The rubbish mounds of Oxyrhynchus
Papyrus meant two things: documents and books. On both scores, these Greeks on the Egyptian fringe could fill blanks in the record.
The traditional classical world leaves us only the grand official documents it inscribed on stone. Oxyrhynchus yielded a huge random mass of everyday papers — private letters and shopping lists, tax returns and government circulars…maybe 50,000 in all.
The traditional classical world leaves us no actual books: the great Library of Alexandria, the twenty-eight public libraries of imperial Rome have disappeared without trace. We are left with copies of copies, chance survivals through the Empire and Middle Ages. We have ideas of what’s missing, but these losses seemed final.
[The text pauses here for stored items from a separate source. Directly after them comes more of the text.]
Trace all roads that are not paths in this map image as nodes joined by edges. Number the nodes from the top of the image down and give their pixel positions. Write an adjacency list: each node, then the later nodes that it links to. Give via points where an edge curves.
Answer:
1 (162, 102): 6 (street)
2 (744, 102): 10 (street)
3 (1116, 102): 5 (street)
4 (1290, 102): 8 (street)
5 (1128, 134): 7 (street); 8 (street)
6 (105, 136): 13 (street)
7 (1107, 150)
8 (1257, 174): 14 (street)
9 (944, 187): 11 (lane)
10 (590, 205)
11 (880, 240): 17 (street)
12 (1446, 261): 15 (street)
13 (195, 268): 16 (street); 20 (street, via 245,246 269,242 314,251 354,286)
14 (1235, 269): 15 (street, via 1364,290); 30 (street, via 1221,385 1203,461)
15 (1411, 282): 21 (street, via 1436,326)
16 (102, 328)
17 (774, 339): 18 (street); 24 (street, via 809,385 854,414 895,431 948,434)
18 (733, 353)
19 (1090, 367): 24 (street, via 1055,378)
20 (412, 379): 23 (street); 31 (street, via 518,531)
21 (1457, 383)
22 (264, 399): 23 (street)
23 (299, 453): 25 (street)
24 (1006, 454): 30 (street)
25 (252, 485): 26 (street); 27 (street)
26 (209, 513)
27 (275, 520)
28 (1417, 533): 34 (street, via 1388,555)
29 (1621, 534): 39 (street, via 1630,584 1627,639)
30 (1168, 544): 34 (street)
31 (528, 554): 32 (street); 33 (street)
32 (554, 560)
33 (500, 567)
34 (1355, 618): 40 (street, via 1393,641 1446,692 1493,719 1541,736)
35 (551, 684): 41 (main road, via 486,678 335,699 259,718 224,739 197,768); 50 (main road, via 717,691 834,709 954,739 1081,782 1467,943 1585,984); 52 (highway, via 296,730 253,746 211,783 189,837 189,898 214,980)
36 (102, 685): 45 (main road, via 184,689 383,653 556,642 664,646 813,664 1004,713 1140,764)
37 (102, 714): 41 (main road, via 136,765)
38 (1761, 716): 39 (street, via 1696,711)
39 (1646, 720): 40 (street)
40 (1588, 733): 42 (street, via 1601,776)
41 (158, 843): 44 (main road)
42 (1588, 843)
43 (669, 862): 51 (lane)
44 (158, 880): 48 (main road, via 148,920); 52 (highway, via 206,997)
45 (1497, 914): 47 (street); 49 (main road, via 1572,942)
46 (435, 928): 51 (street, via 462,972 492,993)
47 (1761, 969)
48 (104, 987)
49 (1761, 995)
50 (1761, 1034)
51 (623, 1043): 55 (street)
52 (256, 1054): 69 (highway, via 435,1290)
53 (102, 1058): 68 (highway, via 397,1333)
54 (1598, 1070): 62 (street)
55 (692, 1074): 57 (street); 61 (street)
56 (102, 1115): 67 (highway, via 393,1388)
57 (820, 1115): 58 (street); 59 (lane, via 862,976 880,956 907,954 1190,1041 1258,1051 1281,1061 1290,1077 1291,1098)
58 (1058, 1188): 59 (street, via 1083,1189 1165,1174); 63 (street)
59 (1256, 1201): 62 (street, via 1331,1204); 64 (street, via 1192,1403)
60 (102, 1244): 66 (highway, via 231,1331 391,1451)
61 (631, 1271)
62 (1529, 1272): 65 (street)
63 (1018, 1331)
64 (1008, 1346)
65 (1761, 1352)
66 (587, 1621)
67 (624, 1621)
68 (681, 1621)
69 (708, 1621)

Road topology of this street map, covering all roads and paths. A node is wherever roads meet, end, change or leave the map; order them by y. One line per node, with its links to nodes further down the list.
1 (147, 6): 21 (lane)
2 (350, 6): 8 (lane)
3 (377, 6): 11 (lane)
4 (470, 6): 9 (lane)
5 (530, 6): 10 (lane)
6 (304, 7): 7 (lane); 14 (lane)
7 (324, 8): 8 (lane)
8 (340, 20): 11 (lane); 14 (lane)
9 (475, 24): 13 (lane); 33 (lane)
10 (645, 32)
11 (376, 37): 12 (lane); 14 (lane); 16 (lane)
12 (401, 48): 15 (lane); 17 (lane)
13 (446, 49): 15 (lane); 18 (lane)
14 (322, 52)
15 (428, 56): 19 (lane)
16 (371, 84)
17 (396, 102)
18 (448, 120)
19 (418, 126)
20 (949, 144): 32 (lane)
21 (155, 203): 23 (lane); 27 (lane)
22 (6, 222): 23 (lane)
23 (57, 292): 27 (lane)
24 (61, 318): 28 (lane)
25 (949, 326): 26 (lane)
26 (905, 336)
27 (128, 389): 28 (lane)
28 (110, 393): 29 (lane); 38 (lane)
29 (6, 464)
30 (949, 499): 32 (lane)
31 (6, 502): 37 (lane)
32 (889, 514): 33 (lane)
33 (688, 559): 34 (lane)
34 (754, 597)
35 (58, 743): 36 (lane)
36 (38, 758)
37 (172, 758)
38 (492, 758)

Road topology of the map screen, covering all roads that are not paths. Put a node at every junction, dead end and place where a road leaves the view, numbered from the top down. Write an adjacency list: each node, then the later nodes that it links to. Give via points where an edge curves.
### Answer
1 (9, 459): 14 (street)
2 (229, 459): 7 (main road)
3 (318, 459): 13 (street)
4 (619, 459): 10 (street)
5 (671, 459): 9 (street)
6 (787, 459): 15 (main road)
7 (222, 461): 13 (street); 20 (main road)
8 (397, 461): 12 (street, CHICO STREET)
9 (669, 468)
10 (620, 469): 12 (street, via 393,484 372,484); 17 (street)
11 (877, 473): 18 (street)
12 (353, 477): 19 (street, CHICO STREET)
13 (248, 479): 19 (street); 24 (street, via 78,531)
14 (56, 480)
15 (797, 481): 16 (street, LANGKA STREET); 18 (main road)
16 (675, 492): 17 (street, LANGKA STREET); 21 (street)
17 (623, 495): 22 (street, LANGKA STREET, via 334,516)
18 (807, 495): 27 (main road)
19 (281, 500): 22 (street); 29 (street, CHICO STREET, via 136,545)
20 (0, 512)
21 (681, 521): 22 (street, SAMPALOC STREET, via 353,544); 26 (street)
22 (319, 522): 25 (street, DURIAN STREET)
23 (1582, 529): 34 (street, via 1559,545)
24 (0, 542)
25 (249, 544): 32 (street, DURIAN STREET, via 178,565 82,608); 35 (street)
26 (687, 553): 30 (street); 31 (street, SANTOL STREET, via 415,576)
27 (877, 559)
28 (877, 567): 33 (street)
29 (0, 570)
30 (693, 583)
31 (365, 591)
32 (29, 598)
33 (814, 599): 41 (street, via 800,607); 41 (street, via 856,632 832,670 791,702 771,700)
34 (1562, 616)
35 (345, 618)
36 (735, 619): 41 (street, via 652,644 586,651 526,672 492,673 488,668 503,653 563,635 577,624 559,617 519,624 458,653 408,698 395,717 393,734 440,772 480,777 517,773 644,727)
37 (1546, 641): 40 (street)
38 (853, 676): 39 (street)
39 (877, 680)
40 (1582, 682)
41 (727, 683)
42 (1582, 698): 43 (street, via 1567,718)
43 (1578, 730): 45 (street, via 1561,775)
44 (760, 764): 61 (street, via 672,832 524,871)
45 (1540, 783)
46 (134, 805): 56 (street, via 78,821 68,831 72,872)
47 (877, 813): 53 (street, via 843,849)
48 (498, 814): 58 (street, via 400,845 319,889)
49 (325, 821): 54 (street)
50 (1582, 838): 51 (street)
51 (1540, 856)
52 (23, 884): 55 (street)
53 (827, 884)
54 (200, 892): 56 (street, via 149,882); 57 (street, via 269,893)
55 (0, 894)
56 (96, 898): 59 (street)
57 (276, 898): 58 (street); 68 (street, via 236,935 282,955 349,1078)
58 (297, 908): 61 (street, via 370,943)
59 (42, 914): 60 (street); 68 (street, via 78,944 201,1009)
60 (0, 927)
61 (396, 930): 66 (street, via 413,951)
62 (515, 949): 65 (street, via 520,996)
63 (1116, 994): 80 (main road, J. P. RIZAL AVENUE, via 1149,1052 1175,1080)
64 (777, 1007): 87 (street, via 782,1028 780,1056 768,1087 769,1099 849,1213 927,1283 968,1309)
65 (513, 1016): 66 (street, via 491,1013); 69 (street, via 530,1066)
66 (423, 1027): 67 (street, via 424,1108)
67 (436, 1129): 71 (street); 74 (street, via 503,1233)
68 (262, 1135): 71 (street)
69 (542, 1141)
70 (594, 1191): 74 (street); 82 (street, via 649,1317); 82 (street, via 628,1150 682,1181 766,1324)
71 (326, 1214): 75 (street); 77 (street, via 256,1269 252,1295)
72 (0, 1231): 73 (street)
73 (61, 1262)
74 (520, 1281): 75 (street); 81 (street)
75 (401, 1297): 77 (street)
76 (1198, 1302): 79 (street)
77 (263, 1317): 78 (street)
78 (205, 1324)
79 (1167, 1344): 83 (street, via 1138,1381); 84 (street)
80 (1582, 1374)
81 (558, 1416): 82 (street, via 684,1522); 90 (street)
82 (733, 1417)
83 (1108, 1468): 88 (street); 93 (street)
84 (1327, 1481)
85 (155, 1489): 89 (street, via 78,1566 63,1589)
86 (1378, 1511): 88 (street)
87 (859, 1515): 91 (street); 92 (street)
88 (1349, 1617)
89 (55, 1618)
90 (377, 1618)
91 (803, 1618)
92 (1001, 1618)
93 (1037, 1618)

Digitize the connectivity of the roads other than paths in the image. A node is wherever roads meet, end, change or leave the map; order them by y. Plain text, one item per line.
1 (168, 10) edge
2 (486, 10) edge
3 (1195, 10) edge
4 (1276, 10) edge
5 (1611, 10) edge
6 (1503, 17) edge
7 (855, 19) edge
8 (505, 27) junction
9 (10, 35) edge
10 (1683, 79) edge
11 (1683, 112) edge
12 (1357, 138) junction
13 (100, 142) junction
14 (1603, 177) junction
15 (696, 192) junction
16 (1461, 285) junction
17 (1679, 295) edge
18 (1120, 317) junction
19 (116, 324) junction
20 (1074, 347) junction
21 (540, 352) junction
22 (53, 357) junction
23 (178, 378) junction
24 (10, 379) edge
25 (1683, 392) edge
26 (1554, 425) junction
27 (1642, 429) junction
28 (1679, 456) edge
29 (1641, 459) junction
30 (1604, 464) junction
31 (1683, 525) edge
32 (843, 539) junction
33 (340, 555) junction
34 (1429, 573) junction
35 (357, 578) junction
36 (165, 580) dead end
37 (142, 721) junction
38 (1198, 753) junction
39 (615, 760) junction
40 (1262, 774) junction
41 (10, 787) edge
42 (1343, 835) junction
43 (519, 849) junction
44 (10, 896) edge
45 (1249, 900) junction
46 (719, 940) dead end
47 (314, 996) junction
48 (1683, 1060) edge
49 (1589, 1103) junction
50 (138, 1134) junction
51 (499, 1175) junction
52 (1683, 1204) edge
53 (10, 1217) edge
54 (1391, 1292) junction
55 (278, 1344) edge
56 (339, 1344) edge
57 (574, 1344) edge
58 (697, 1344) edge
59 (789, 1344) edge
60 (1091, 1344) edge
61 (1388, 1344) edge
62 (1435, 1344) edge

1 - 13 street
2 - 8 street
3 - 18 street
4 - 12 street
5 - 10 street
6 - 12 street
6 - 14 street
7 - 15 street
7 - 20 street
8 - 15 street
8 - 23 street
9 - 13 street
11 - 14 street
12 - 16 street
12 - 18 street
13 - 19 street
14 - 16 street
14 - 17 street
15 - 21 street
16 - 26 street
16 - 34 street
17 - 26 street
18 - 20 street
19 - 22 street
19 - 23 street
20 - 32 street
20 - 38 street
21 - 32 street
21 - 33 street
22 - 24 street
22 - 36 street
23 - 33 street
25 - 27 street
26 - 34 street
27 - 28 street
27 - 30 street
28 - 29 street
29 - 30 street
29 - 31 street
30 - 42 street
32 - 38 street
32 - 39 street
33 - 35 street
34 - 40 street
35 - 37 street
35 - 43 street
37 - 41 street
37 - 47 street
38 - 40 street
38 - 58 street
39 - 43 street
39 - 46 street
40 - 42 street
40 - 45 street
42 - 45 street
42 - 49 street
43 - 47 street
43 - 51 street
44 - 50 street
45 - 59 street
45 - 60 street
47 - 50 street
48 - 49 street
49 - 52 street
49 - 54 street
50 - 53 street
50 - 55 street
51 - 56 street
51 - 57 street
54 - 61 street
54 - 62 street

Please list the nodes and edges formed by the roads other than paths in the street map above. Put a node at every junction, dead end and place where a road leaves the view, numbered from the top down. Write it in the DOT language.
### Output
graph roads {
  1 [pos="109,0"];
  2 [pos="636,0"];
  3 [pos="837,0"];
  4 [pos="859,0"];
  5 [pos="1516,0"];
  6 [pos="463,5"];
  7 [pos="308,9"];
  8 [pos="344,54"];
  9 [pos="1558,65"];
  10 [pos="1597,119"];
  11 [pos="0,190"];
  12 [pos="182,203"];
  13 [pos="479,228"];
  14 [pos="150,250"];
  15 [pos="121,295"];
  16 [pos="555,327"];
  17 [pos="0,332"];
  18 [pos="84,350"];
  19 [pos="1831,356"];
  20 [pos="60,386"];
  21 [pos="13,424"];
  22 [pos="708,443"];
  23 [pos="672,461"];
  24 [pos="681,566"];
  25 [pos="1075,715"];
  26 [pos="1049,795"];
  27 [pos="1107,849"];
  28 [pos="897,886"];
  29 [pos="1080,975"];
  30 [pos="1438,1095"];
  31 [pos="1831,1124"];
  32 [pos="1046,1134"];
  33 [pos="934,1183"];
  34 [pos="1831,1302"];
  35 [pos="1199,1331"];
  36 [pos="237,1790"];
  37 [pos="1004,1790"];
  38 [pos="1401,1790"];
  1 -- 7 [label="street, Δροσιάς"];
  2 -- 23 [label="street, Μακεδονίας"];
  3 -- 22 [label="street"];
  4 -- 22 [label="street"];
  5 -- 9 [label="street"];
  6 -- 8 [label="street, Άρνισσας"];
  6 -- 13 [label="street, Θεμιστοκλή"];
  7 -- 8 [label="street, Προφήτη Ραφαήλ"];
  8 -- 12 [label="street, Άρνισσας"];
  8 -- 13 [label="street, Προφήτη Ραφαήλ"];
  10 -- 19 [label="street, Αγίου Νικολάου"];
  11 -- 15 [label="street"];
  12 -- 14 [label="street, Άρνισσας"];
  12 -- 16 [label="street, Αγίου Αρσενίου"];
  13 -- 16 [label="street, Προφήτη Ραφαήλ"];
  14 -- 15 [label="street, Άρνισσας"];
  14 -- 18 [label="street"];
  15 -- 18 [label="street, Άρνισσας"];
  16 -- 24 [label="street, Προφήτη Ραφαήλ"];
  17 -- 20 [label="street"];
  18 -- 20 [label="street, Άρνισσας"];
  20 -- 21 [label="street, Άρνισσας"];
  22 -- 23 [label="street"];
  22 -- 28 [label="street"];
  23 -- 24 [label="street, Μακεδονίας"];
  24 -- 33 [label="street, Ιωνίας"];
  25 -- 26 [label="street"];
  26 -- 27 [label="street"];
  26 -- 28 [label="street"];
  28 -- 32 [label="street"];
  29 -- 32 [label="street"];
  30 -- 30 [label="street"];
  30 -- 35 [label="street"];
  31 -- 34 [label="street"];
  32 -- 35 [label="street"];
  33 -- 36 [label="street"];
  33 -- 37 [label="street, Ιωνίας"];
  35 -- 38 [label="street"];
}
The finds were collected in baskets, then boxed and shipped back to Oxford. The papyri offered quite new problems: strange fragmentary poets, whom no one in the West had read for fifteen centuries; documents in late technical Greek from this unknown outpost of Hellenic civilization.
Sixteen substantial volumes appeared, published jointly: each editor revised what the other wrote. It was an ideal partnership: Grenfell impetuous and extrovert, Hunt shy and cautious; one contributing ideas and intuitions, the other control and critical judgement.
It was not to end happily. In 1920 a third nervous breakdown ended Grenfell’s working life; Hunt went on until 1934, his last years clouded by the early death of his only son. But their partnership had achieved extraordinary things. They had brought back to life both the people of Oxyrhynchus and the books they read.